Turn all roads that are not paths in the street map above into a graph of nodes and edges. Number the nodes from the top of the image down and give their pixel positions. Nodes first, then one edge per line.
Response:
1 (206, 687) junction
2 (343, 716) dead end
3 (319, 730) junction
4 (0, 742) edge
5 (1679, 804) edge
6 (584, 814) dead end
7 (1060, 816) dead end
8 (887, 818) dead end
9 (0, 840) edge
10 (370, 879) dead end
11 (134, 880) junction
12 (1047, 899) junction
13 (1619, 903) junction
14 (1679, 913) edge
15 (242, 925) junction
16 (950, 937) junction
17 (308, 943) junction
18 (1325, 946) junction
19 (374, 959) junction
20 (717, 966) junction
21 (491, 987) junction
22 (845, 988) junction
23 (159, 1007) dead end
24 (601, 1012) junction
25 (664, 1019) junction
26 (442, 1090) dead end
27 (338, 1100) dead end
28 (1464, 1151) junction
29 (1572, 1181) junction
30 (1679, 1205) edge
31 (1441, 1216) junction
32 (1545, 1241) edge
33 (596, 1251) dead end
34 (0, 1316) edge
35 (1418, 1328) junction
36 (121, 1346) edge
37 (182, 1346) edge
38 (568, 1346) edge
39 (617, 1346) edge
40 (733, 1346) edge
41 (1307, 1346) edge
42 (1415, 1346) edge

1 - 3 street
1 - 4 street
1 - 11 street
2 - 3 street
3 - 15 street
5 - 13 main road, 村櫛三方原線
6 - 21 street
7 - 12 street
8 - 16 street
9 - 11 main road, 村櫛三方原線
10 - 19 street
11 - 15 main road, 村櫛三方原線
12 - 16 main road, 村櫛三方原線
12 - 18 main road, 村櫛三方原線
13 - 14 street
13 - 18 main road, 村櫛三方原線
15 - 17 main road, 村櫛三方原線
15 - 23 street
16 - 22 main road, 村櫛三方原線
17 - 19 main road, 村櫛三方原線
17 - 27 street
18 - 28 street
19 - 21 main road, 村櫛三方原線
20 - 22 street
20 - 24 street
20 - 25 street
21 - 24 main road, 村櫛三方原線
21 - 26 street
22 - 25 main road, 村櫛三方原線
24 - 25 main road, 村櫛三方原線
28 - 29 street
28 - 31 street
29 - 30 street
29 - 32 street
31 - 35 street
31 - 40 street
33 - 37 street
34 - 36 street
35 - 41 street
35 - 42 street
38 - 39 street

**WHAT IS NEEDED**
Please restate the whole listing word for word.

**RESPONSE**
Turn all roads that are not paths in the street map above into a graph of nodes and edges. Number the nodes from the top of the image down and give their pixel positions. Nodes first, then one edge per line.
Response:
1 (206, 687) junction
2 (343, 716) dead end
3 (319, 730) junction
4 (0, 742) edge
5 (1679, 804) edge
6 (584, 814) dead end
7 (1060, 816) dead end
8 (887, 818) dead end
9 (0, 840) edge
10 (370, 879) dead end
11 (134, 880) junction
12 (1047, 899) junction
13 (1619, 903) junction
14 (1679, 913) edge
15 (242, 925) junction
16 (950, 937) junction
17 (308, 943) junction
18 (1325, 946) junction
19 (374, 959) junction
20 (717, 966) junction
21 (491, 987) junction
22 (845, 988) junction
23 (159, 1007) dead end
24 (601, 1012) junction
25 (664, 1019) junction
26 (442, 1090) dead end
27 (338, 1100) dead end
28 (1464, 1151) junction
29 (1572, 1181) junction
30 (1679, 1205) edge
31 (1441, 1216) junction
32 (1545, 1241) edge
33 (596, 1251) dead end
34 (0, 1316) edge
35 (1418, 1328) junction
36 (121, 1346) edge
37 (182, 1346) edge
38 (568, 1346) edge
39 (617, 1346) edge
40 (733, 1346) edge
41 (1307, 1346) edge
42 (1415, 1346) edge

1 - 3 street
1 - 4 street
1 - 11 street
2 - 3 street
3 - 15 street
5 - 13 main road, 村櫛三方原線
6 - 21 street
7 - 12 street
8 - 16 street
9 - 11 main road, 村櫛三方原線
10 - 19 street
11 - 15 main road, 村櫛三方原線
12 - 16 main road, 村櫛三方原線
12 - 18 main road, 村櫛三方原線
13 - 14 street
13 - 18 main road, 村櫛三方原線
15 - 17 main road, 村櫛三方原線
15 - 23 street
16 - 22 main road, 村櫛三方原線
17 - 19 main road, 村櫛三方原線
17 - 27 street
18 - 28 street
19 - 21 main road, 村櫛三方原線
20 - 22 street
20 - 24 street
20 - 25 street
21 - 24 main road, 村櫛三方原線
21 - 26 street
22 - 25 main road, 村櫛三方原線
24 - 25 main road, 村櫛三方原線
28 - 29 street
28 - 31 street
29 - 30 street
29 - 32 street
31 - 35 street
31 - 40 street
33 - 37 street
34 - 36 street
35 - 41 street
35 - 42 street
38 - 39 street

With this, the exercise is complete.